Involved in redox regulation of the cell. Reduces peroxides with reducing equivalents provided through the thioredoxin system. It is not able to receive electrons from glutaredoxin. May play an important role in eliminating peroxides generated during metabolism. Might participate in the signaling cascades of growth factors and tumor necrosis factor-alpha by regulating the intracellular concentrations of H2O2.

Catalytic activity

2 R'-SH + ROOH = R'-S-S-R' + H2O + ROH.

Subunit structure

Homodimer; disulfide-linked, upon oxidation By similarity.

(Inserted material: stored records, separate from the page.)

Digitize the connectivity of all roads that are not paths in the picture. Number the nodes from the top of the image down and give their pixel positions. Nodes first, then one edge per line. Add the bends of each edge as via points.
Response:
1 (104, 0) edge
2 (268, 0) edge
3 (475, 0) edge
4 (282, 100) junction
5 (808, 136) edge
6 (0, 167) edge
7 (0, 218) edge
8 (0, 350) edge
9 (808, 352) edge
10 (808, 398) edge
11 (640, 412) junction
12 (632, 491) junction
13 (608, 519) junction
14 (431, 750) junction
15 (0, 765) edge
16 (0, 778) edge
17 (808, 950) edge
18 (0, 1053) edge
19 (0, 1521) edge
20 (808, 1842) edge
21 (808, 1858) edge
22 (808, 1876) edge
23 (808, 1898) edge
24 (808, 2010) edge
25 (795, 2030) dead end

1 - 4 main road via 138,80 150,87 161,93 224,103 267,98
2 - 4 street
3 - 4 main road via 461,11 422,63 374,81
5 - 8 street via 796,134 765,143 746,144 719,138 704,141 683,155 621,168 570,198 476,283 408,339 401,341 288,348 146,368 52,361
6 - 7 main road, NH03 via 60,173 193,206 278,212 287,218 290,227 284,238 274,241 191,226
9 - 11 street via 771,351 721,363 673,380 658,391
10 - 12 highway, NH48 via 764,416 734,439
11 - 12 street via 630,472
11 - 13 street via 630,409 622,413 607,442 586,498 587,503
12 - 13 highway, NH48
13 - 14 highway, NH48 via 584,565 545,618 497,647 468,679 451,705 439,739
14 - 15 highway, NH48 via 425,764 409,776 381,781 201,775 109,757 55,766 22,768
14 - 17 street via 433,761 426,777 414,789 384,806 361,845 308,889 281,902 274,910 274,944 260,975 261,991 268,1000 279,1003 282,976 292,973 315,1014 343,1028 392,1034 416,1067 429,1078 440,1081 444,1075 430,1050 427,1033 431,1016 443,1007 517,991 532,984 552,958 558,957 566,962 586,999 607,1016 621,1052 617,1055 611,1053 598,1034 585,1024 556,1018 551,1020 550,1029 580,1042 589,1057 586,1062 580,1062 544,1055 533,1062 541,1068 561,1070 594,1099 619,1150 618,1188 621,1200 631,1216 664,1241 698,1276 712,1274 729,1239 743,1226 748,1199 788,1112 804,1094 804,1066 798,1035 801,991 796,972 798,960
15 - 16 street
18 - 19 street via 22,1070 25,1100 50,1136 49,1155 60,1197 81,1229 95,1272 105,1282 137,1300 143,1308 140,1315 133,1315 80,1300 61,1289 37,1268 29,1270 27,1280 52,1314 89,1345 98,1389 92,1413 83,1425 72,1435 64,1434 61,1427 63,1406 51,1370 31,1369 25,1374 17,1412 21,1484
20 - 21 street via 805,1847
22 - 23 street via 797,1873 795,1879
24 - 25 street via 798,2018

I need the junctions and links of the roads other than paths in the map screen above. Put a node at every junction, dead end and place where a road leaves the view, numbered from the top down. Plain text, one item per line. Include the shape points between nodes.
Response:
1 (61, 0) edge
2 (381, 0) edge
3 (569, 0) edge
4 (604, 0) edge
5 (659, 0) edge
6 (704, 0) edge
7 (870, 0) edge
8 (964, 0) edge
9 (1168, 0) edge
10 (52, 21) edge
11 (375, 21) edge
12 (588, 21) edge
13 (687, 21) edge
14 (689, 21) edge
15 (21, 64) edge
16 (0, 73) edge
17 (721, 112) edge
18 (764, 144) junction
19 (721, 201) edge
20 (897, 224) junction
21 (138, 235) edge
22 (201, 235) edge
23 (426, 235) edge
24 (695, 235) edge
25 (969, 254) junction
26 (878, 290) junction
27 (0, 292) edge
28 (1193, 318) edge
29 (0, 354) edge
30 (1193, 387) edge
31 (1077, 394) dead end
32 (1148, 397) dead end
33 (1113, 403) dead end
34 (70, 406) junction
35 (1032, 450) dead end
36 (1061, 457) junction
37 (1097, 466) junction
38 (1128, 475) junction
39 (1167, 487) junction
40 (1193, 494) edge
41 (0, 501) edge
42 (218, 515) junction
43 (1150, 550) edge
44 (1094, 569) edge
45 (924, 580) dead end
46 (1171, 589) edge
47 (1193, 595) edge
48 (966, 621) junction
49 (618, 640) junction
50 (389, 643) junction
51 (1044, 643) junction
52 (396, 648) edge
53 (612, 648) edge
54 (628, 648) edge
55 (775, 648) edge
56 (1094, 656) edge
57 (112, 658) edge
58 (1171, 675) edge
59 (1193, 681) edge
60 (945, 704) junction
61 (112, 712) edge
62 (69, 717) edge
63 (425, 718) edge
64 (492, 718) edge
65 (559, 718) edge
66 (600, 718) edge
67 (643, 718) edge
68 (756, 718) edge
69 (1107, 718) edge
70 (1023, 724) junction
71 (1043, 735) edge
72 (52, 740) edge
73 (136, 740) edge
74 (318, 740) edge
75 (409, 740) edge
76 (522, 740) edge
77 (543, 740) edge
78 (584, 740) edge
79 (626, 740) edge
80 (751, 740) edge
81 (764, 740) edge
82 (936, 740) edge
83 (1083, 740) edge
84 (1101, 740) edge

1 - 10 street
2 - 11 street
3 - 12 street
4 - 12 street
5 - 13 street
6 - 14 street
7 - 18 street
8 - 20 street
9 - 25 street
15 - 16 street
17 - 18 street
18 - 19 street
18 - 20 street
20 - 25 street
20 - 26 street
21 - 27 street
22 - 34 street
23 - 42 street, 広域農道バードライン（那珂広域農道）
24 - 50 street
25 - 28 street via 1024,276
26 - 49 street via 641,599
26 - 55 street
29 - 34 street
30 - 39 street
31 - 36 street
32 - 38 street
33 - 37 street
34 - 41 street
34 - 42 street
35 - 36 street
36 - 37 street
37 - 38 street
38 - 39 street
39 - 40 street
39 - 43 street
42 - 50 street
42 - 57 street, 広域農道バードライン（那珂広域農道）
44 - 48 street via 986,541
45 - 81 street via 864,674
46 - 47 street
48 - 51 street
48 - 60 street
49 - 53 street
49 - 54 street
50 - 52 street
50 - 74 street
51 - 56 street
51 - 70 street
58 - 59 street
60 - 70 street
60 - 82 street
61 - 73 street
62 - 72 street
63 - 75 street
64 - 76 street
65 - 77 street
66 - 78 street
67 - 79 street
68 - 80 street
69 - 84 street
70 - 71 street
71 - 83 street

Interacts with TIPIN.

Subcellular location

Cytoplasm.

Tissue specificity

Widely expressed with highest levels in bone marrow. High levels also found in heart, brain, kidney and skeletal muscle. Lower levels in liver, lung and thymus.

Miscellaneous

The active site is the redox-active Cys-51 oxidized to Cys-SOH. Cys-SOH rapidly reacts with Cys-172-SH of the other subunit to form an intermolecular disulfide with a concomitant homodimer formation. The enzyme may be subsequently regenerated by reduction of the disulfide by thioredoxin By similarity.

Inactivated upon oxidative stress by overoxidation of Cys-51 to Cys-SO2H and Cys-SO3H. Cys-SO2H is retroreduced to Cys-SOH after removal of H2O2, while Cys-SO3H may be irreversibly oxidized By similarity.

Sequence similarities

Belongs to the ahpC/TSA family.

Contains 1 thioredoxin domain.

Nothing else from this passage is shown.